**EXERCISE DIRECTIONS**
Set down exactly, from the records below, the line with "middle pip: (1168, 867)" through the line with "middle dip: (500, 263)", and nothing else.

Segment Open

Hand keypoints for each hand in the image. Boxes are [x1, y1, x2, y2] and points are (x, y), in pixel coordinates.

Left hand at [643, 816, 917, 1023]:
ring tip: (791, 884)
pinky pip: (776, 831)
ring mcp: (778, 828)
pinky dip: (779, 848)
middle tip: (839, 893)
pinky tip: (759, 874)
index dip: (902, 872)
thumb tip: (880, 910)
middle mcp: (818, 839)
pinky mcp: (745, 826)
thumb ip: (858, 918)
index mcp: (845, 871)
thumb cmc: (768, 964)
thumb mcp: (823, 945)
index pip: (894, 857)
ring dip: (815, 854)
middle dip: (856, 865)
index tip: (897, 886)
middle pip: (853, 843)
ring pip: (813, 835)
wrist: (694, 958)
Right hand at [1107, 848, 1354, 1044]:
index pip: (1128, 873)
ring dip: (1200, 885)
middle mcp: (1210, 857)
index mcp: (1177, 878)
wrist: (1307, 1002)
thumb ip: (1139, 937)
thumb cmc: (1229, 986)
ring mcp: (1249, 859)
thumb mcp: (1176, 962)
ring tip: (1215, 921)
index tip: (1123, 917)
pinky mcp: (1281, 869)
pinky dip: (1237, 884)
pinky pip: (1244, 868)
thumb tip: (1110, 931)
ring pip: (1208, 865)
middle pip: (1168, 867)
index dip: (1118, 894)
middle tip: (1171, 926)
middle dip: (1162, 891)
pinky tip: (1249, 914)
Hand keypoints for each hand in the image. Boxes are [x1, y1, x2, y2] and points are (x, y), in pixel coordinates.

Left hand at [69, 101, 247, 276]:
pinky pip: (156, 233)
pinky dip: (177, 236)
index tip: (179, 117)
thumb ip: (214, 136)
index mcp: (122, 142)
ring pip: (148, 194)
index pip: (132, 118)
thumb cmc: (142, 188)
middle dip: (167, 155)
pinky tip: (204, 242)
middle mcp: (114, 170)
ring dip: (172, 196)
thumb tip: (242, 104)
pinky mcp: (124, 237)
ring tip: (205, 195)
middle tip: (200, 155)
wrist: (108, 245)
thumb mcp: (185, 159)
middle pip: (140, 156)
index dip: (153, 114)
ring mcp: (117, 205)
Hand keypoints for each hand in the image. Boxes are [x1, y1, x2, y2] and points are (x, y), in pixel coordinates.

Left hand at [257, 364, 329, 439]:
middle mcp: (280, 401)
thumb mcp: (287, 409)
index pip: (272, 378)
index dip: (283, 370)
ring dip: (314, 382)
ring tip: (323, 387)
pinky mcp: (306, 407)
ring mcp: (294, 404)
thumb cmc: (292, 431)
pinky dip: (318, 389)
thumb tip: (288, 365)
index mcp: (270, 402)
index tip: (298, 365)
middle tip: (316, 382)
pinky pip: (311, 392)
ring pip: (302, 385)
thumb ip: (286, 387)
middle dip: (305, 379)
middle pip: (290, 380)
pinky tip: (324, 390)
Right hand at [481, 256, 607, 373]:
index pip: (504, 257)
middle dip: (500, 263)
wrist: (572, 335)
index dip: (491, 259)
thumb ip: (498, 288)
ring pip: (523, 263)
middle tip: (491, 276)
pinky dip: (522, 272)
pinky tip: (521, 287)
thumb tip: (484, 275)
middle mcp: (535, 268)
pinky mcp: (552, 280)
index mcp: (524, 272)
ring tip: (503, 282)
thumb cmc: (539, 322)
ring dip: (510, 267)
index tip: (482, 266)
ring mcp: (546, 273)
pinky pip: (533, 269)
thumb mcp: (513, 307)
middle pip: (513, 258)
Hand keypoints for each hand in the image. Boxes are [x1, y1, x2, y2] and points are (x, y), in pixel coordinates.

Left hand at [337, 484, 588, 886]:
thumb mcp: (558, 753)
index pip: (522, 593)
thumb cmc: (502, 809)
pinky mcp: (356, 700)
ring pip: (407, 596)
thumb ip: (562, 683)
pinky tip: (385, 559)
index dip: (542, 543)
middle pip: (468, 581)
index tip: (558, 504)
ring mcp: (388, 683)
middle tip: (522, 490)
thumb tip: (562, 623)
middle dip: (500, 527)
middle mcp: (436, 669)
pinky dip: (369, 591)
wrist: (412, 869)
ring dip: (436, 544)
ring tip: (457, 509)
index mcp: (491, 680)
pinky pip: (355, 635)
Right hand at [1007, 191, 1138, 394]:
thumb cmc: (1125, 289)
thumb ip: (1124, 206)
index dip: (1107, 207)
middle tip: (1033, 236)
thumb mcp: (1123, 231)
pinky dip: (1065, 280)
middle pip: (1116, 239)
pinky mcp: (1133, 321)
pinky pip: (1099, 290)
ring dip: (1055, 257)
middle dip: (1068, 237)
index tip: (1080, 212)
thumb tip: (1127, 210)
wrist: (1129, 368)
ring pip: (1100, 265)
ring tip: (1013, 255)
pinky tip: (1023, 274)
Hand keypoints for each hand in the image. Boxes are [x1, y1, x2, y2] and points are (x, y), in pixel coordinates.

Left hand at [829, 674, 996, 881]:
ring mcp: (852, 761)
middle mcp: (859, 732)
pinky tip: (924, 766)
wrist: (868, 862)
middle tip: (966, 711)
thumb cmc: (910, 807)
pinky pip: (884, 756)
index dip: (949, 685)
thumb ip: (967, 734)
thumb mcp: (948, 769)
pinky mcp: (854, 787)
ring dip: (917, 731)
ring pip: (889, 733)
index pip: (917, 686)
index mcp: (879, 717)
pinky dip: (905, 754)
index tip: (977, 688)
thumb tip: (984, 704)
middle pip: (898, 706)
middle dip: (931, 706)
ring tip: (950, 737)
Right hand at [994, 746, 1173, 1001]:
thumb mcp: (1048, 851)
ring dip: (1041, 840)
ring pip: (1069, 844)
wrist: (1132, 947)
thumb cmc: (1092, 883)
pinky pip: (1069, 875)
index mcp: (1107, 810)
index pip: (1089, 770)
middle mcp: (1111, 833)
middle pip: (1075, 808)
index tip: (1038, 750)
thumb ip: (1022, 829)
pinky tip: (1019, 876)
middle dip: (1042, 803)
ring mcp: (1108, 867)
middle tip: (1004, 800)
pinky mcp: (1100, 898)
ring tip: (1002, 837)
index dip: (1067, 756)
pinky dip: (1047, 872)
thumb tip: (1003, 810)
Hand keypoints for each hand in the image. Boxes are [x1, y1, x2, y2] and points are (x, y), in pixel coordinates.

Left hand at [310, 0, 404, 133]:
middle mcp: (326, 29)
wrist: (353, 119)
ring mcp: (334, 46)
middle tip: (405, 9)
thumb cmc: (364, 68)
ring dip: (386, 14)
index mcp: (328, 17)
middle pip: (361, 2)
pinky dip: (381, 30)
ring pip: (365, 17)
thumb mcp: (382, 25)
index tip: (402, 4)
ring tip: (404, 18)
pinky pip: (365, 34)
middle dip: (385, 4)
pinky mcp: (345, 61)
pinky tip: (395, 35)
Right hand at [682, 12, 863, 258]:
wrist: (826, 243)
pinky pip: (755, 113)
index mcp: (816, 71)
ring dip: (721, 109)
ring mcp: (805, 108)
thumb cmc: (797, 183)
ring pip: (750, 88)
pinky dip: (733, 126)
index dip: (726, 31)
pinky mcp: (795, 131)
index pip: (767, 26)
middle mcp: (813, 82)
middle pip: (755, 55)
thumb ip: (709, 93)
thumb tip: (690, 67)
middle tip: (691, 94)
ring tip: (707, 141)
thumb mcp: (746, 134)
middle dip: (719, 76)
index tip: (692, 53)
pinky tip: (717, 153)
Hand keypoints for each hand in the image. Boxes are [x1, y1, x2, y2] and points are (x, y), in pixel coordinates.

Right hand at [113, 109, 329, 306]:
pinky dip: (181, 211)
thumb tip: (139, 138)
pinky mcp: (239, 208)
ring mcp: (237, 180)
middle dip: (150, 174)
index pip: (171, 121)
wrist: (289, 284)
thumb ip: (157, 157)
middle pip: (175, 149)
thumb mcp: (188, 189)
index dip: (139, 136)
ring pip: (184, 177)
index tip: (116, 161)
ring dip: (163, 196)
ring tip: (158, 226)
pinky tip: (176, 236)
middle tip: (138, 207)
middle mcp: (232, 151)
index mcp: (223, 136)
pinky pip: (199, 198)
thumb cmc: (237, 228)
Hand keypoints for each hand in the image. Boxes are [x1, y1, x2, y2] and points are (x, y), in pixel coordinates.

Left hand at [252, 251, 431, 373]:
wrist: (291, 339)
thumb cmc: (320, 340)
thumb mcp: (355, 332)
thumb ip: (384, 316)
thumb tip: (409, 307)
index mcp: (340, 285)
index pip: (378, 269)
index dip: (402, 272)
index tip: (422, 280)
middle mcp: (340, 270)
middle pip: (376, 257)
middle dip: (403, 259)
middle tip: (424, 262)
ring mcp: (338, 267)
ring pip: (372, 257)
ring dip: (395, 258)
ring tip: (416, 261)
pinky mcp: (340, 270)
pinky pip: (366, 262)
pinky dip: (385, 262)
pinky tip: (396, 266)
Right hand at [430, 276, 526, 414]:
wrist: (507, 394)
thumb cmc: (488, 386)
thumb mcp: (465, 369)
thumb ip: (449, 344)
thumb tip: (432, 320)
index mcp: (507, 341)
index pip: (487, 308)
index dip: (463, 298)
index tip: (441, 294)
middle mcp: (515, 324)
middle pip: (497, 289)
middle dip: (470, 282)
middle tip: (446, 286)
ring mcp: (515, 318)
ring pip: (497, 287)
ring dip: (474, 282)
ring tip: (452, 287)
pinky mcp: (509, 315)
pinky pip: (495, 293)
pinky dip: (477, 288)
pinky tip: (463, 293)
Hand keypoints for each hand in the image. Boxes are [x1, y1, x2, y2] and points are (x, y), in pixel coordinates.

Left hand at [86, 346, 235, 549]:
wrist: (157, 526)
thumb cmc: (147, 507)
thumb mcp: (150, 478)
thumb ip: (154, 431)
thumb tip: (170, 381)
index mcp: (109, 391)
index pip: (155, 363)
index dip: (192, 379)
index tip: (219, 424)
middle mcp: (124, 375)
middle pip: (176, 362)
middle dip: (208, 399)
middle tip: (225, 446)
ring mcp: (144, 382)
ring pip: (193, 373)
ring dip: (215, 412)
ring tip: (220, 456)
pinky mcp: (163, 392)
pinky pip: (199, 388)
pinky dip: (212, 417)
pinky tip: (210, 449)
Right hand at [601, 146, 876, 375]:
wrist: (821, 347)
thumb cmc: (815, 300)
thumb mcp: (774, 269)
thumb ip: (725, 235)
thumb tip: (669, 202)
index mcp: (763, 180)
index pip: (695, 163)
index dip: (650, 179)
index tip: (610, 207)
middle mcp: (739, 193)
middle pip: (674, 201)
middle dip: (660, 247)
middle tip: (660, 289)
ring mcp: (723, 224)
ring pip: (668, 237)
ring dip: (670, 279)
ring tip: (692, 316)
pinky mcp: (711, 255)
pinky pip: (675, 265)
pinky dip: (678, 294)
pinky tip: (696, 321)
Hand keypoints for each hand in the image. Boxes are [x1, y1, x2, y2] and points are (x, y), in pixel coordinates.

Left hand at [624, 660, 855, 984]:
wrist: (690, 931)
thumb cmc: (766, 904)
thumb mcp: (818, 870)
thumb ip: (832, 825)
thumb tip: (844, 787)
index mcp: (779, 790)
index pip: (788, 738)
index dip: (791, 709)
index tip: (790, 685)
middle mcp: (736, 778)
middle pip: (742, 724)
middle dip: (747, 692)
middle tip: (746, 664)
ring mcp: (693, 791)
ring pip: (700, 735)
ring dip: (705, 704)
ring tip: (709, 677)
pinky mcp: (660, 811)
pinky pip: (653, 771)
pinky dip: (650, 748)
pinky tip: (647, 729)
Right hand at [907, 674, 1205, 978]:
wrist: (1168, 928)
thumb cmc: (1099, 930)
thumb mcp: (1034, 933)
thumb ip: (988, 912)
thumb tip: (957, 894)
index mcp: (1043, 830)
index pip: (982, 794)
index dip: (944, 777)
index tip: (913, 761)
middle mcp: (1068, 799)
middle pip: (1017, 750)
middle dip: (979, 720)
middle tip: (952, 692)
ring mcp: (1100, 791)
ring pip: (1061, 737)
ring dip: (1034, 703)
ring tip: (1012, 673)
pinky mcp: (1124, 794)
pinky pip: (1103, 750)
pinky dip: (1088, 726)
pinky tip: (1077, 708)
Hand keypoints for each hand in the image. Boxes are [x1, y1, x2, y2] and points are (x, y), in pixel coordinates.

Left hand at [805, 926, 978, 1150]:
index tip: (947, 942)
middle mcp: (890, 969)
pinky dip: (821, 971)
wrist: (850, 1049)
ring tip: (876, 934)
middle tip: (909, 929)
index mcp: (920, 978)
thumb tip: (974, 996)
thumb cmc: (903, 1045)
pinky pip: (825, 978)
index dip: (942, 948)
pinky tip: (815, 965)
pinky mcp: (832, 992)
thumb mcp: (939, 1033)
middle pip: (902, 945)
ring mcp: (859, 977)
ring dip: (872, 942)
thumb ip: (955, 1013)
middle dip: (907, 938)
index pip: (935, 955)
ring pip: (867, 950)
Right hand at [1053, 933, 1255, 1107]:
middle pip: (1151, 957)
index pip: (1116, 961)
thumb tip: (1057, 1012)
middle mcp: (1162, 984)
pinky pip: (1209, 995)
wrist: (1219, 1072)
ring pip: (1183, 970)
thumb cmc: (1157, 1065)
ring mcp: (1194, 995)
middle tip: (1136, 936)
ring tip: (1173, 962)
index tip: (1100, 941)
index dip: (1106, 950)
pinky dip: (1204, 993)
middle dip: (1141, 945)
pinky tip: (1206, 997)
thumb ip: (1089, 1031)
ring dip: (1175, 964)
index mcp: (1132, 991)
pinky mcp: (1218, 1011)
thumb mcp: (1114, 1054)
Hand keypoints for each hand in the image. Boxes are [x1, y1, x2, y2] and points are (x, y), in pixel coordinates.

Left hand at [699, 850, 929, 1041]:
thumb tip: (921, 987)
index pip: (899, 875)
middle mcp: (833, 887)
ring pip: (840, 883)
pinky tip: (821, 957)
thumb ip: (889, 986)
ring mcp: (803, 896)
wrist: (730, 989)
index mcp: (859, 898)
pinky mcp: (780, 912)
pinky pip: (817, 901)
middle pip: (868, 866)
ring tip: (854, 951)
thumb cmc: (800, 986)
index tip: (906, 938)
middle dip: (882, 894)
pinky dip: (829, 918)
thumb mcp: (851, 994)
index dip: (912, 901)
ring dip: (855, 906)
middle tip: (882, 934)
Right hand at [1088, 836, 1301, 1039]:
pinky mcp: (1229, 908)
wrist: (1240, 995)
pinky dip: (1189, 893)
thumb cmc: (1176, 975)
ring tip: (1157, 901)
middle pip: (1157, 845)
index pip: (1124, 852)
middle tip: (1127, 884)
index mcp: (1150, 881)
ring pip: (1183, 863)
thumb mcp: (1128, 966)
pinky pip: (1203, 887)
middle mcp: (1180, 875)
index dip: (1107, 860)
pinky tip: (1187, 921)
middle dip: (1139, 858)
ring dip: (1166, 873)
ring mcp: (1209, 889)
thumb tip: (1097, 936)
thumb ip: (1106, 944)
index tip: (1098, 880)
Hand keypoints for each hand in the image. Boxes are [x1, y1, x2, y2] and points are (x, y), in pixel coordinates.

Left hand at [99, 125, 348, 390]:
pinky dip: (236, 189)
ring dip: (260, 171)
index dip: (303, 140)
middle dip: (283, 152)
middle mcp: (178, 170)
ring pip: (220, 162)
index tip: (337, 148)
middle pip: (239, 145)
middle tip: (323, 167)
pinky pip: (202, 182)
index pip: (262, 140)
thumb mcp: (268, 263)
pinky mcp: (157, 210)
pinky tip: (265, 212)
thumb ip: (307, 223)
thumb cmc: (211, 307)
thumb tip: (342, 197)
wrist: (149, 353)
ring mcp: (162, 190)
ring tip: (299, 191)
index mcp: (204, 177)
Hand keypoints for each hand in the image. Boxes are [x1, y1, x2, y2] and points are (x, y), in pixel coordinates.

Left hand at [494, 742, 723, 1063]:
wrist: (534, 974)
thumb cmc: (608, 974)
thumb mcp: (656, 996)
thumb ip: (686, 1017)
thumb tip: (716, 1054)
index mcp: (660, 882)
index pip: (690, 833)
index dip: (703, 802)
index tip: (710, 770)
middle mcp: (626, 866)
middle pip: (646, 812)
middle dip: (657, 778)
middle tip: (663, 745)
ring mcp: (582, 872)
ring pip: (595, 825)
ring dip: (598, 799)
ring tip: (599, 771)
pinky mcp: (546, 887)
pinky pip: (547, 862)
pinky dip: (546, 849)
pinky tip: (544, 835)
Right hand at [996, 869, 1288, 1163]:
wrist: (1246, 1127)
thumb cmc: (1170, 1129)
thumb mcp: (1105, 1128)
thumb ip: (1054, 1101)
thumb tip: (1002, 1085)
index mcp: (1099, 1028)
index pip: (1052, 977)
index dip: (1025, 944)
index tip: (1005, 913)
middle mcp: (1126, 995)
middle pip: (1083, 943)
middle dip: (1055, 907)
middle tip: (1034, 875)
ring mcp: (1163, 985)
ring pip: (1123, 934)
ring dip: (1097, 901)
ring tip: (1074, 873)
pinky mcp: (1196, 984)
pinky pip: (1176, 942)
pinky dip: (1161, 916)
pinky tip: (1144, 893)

Segment Closed

**REPLY TO THE TASK**
middle pip: (1168, 867)
index dip: (1118, 894)
middle tip: (1171, 926)
middle dip: (1162, 891)
pinky tip: (1249, 914)
Hand keypoints for each hand in the image. Boxes are [x1, y1, x2, y2] and points are (x, y), in pixel coordinates.

Left hand at [69, 101, 247, 276]:
pinky pip: (156, 233)
pinky dip: (177, 236)
index tip: (179, 117)
thumb ip: (214, 136)
index mcp: (122, 142)
ring pip: (148, 194)
index pip: (132, 118)
thumb cmc: (142, 188)
middle dip: (167, 155)
pinky tip: (204, 242)
middle mcp: (114, 170)
ring dip: (172, 196)
thumb tip: (242, 104)
pinky mcp: (124, 237)
ring tip: (205, 195)
middle tip: (200, 155)
wrist: (108, 245)
thumb mcp: (185, 159)
middle pip: (140, 156)
index dip: (153, 114)
ring mcp: (117, 205)
Hand keypoints for each hand in the image. Boxes are [x1, y1, x2, y2] and points are (x, y), in pixel coordinates.

Left hand at [257, 364, 329, 439]:
middle mcp: (280, 401)
thumb mcp: (287, 409)
index pip: (272, 378)
index dip: (283, 370)
ring dip: (314, 382)
ring tip: (323, 387)
pinky mcp: (306, 407)
ring mcp: (294, 404)
thumb cmc: (292, 431)
pinky dip: (318, 389)
thumb tip: (288, 365)
index mcp: (270, 402)
index tip: (298, 365)
middle tip: (316, 382)
pinky pip: (311, 392)
ring pip: (302, 385)
thumb ip: (286, 387)
middle dip: (305, 379)
middle pip: (290, 380)
pinky tip: (324, 390)
Right hand at [481, 256, 607, 373]:
index pip: (504, 257)
middle dip: (500, 263)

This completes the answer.